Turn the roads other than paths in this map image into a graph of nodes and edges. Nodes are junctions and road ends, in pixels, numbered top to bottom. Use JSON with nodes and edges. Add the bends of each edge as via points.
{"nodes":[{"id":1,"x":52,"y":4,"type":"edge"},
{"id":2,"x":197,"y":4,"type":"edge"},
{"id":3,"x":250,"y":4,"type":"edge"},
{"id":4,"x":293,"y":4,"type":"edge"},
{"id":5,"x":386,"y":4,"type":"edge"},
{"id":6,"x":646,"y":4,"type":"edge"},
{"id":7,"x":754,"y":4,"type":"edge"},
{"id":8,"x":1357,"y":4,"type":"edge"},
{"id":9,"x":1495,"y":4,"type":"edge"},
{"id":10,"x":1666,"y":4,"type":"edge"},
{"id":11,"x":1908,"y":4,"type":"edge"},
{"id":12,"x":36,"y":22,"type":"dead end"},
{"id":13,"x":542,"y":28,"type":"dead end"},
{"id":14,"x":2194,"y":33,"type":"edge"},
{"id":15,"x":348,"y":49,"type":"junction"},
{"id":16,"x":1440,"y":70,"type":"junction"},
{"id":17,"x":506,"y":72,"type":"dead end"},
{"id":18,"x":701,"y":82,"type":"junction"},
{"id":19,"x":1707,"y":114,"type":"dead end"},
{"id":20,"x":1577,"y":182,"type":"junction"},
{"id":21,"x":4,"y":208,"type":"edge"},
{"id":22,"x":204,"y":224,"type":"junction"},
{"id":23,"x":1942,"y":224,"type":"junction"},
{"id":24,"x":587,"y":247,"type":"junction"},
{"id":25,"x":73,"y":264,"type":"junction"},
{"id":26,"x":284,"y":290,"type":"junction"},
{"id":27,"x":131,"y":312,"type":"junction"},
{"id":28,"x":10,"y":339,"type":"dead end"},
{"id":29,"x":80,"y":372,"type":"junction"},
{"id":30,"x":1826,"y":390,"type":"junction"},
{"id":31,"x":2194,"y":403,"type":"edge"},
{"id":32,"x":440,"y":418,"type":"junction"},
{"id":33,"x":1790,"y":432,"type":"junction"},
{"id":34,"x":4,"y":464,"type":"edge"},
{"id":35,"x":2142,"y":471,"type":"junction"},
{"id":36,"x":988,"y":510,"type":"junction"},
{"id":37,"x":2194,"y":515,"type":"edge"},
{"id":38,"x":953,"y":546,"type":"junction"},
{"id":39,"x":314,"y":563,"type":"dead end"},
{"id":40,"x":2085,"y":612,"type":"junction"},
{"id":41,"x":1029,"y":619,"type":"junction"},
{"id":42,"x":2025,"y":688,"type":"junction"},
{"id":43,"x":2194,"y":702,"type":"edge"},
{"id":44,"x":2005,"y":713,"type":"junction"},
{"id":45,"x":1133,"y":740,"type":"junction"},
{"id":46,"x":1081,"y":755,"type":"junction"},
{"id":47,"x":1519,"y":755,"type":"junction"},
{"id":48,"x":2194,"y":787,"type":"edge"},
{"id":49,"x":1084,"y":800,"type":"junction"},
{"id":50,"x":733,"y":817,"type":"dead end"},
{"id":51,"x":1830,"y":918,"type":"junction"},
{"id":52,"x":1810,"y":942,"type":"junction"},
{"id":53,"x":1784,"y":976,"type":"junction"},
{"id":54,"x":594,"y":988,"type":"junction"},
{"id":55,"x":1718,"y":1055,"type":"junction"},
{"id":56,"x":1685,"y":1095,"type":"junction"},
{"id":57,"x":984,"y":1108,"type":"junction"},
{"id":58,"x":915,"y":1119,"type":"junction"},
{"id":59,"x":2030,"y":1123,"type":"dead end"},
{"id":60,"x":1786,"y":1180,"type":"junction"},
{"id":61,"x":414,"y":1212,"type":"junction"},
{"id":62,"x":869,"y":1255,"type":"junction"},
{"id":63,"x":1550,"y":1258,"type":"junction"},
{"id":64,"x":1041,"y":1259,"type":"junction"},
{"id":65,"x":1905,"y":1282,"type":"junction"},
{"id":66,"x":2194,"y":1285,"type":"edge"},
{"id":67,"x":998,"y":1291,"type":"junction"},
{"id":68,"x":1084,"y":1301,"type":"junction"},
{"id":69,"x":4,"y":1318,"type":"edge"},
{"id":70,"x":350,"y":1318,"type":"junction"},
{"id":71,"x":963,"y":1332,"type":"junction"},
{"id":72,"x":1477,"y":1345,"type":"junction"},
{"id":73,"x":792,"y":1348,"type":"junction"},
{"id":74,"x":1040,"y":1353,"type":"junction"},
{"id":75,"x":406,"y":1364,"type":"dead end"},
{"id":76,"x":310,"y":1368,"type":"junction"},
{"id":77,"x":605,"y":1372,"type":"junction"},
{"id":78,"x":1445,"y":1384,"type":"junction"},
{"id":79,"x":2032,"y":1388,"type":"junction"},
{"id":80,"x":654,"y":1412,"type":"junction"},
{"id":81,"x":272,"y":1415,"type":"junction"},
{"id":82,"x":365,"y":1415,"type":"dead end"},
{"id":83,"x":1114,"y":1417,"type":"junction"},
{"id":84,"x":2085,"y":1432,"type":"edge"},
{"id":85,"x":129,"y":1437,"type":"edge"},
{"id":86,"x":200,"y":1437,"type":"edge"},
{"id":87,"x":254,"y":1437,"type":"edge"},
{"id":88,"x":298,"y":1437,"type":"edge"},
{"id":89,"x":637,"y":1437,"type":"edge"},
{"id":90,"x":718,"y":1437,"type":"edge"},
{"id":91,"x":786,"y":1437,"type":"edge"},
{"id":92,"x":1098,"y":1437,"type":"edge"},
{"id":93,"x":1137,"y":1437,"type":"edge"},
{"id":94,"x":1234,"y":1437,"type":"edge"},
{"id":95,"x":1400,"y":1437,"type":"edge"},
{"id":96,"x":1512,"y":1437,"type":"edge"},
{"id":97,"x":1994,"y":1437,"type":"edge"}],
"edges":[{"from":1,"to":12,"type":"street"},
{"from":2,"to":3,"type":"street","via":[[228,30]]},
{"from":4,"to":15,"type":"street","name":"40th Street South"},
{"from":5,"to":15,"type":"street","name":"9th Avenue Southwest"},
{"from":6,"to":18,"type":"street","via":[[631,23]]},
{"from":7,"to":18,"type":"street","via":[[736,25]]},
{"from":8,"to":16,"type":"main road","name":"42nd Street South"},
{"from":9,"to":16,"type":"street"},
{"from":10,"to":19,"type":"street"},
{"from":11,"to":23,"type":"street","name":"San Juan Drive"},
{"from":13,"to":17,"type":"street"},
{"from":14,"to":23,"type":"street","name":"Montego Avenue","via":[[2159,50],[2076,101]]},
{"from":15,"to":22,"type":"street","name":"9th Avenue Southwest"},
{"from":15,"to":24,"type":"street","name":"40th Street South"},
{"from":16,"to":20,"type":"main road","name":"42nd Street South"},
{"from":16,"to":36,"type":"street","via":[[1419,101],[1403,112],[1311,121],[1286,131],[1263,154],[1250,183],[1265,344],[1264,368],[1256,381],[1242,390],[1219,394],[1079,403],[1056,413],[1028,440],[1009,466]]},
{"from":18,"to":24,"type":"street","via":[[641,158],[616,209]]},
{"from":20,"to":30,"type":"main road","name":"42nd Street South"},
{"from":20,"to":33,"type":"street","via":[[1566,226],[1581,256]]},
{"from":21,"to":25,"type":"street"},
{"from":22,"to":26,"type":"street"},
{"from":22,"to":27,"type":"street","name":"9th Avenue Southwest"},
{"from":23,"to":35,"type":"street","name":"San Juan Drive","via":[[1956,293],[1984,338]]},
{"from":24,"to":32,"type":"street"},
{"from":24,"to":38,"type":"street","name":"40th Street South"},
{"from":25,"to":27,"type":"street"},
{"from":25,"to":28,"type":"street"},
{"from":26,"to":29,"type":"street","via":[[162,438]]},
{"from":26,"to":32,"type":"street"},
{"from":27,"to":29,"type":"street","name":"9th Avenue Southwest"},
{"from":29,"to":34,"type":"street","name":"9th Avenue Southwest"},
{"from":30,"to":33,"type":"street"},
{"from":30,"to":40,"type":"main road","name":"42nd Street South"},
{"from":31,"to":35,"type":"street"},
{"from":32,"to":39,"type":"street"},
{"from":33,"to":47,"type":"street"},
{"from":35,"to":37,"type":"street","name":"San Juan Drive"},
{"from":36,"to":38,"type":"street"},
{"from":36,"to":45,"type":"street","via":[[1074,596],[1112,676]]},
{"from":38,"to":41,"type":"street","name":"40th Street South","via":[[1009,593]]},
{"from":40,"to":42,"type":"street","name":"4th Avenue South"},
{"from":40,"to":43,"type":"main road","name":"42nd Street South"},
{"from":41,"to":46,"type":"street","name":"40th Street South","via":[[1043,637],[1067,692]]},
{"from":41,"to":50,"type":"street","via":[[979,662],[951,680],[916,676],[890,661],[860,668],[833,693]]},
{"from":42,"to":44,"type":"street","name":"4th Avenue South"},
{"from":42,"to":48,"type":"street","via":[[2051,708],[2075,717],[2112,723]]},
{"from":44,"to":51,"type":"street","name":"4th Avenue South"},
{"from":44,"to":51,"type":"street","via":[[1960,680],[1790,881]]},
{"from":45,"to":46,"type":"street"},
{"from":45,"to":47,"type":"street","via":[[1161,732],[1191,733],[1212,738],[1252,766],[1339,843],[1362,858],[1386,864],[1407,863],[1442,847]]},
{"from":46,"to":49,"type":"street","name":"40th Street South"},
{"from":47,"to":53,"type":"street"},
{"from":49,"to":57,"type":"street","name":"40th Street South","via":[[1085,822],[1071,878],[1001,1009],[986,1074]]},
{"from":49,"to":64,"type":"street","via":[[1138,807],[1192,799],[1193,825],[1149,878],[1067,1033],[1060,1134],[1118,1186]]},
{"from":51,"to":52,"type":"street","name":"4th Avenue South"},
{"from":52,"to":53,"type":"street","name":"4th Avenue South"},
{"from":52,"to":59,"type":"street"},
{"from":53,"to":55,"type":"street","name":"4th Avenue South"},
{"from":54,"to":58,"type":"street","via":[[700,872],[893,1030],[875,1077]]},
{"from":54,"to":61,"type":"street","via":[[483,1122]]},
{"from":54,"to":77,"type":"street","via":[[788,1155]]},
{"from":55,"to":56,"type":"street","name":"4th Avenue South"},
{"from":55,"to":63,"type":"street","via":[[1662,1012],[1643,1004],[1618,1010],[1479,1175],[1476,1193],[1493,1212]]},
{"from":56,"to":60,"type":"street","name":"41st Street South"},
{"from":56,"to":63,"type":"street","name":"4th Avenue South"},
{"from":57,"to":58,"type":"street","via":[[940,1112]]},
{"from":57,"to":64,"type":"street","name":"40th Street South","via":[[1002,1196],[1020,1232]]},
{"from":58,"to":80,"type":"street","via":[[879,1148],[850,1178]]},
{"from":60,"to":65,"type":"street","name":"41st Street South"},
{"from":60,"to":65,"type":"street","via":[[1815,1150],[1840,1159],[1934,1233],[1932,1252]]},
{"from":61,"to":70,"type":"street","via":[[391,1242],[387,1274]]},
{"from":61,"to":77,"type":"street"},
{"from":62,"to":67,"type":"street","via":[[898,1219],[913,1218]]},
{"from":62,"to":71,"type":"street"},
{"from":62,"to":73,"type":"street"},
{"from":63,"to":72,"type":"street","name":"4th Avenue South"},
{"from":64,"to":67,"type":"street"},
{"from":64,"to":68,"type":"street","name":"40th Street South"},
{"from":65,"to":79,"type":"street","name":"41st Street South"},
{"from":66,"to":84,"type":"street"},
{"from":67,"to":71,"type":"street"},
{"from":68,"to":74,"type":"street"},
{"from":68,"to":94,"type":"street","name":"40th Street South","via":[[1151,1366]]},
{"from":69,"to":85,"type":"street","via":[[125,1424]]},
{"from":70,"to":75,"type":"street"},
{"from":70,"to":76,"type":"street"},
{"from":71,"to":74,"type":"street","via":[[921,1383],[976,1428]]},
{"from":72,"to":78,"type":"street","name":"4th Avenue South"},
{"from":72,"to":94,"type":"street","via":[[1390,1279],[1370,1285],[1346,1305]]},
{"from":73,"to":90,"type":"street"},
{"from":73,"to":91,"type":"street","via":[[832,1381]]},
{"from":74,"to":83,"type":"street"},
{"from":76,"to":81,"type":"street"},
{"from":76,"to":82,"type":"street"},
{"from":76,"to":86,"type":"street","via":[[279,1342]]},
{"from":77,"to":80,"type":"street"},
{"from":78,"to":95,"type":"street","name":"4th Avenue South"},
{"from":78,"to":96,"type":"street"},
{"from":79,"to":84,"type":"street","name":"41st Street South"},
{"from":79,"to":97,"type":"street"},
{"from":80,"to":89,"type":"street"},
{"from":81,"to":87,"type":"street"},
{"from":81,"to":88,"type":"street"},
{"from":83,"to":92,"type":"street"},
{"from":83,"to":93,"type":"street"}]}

§ §

## Work task
Locate the string "Drive" in the listing above and copy every line where it occurs.

## Your solution
{"from":11,"to":23,"type":"street","name":"San Juan Drive"},
{"from":23,"to":35,"type":"street","name":"San Juan Drive","via":[[1956,293],[1984,338]]},
{"from":35,"to":37,"type":"street","name":"San Juan Drive"},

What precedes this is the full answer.